Delapan bulan berlalu, Andini mulai terbiasa tanpa kehadiran Reza. Reza pun mulai sibuk dengan aktivitasnya disana, dia jarang menghubungi Andini. Andini yang pada awalnya kecewa akan sikap Reza yang berubah, lambat laun mulai menyadari apa yang dia lakukakan adalah salah. Andini selalu di sibukkan oleh les tambahan, karena bulan depan dia akan mengikuti ujian kelulusan. Andini yang pada awalnya ingin ikut kuliah bersama dengan Reza menurungkan niatnya.
"De, kamu jadi ikutan beasiswa buat kuliah diluar Negeri?" tanya Kak Raditya saat memasuki kamar adiknya itu, dia merebahkan dirinya dikasur Andini.
"Sepertinya tidak deh Kak, kalau aku kuliah diluar Negeri siapa yang bantu Ibu di toko?" tanya Andini sambil menatap Kakaknya itu, Raditya yang mendengar jawaban Andiri segera bangkit dari tidurnya. Dia merubah posisinya menjadi duduk menghadap sang adik.
"Kampus tempat Kakak lagi buka pendaftaran beasiswa, kamu coba aja De," usul Kak Raditya.

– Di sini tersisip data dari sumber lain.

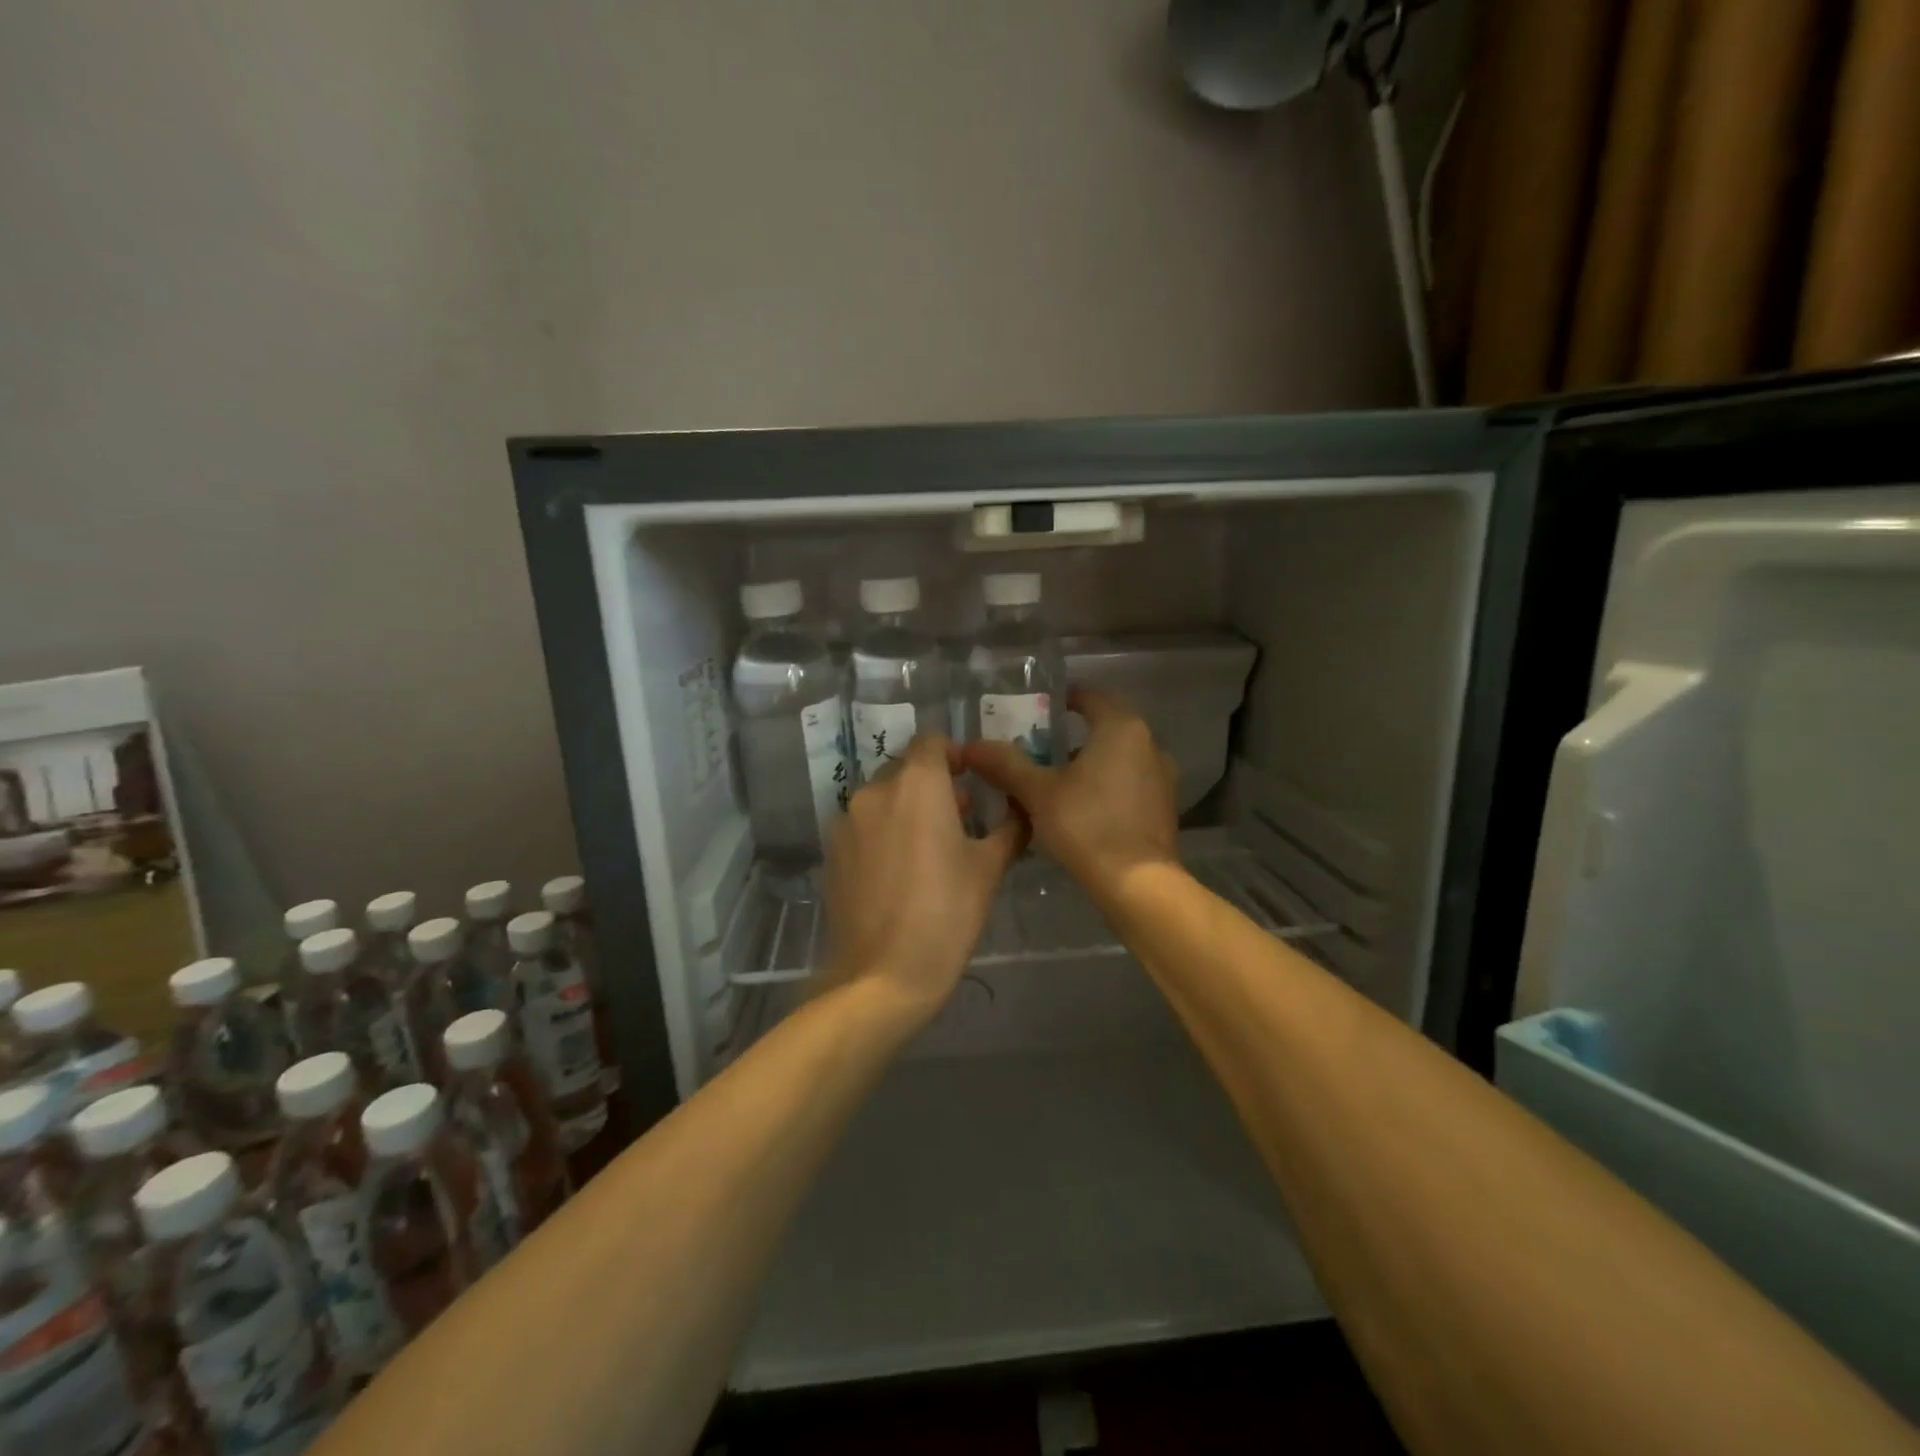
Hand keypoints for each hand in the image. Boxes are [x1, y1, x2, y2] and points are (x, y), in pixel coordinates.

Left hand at [820, 733, 1024, 1023]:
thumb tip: (1021, 808)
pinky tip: (898, 872)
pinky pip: (863, 826)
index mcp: (917, 784)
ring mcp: (847, 821)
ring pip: (883, 798)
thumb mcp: (989, 869)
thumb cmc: (946, 914)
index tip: (973, 780)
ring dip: (907, 808)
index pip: (933, 741)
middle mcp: (876, 791)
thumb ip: (1009, 827)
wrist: (881, 975)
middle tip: (961, 818)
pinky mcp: (832, 851)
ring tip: (930, 847)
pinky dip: (883, 832)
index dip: (955, 754)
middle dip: (934, 784)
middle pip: (906, 769)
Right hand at [961, 689, 1178, 907]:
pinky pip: (1129, 784)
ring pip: (1118, 758)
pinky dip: (1106, 787)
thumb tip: (972, 745)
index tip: (1037, 712)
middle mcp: (1149, 745)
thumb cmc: (1086, 824)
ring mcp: (1161, 778)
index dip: (1063, 700)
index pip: (1091, 697)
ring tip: (1053, 782)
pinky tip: (1080, 809)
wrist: (1137, 884)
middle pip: (1105, 728)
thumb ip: (1006, 764)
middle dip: (1071, 737)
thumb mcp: (1037, 792)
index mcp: (1121, 728)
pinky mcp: (1163, 808)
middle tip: (1037, 749)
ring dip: (1089, 764)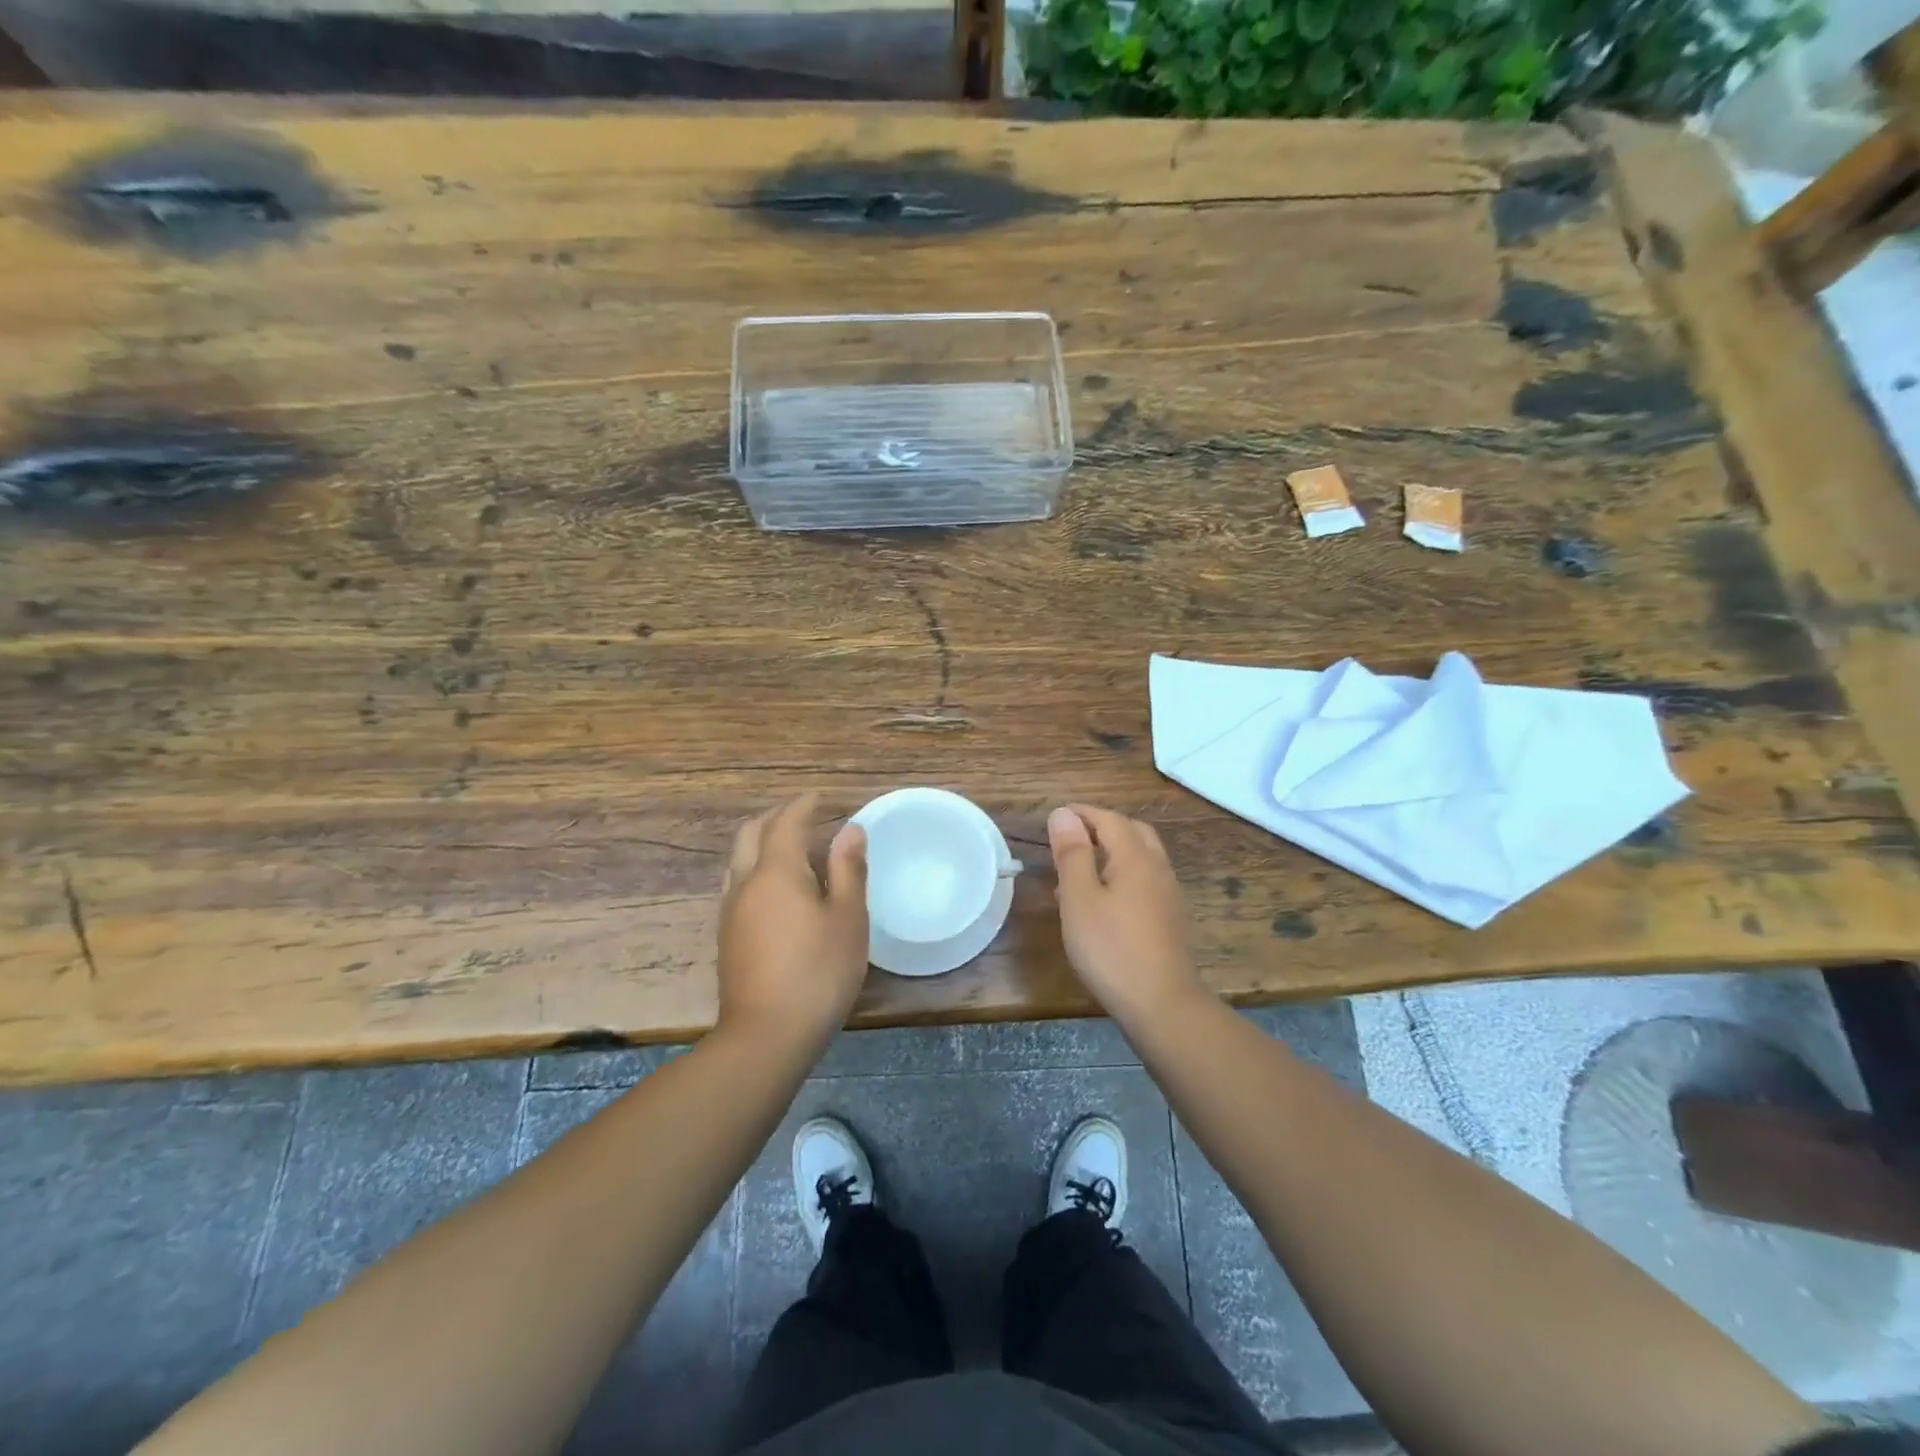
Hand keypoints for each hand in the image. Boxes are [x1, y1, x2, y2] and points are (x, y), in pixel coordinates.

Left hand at [718, 794, 868, 1056]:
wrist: (766, 1036)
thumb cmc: (818, 972)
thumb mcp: (848, 919)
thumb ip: (849, 870)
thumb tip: (850, 830)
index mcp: (777, 872)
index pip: (786, 823)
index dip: (803, 805)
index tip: (820, 797)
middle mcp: (745, 883)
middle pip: (751, 834)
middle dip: (775, 817)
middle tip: (803, 816)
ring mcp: (731, 912)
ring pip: (738, 860)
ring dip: (760, 842)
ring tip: (789, 848)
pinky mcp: (726, 937)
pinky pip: (737, 884)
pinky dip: (755, 868)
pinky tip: (775, 889)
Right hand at [1049, 804, 1205, 1025]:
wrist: (1162, 1004)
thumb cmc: (1111, 948)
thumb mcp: (1079, 898)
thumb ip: (1072, 853)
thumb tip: (1064, 814)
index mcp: (1135, 857)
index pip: (1109, 819)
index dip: (1082, 813)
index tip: (1055, 817)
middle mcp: (1157, 868)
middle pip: (1132, 832)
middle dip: (1102, 827)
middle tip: (1071, 838)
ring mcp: (1168, 895)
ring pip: (1141, 858)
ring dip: (1112, 852)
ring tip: (1079, 871)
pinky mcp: (1170, 919)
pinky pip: (1144, 882)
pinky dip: (1122, 876)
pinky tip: (1102, 903)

"Serius Kak?" ujar Andini antusias, Raditya langsung menganggukkan kepalanya. Andini segera mengambil laptopnya dan mencoba mendaftarkan dirinya dikampus sang Kakak, Raditya yang melihat antusias Andini berdoa dalam hati semoga sang adik bisa mendapatkan beasiswa itu.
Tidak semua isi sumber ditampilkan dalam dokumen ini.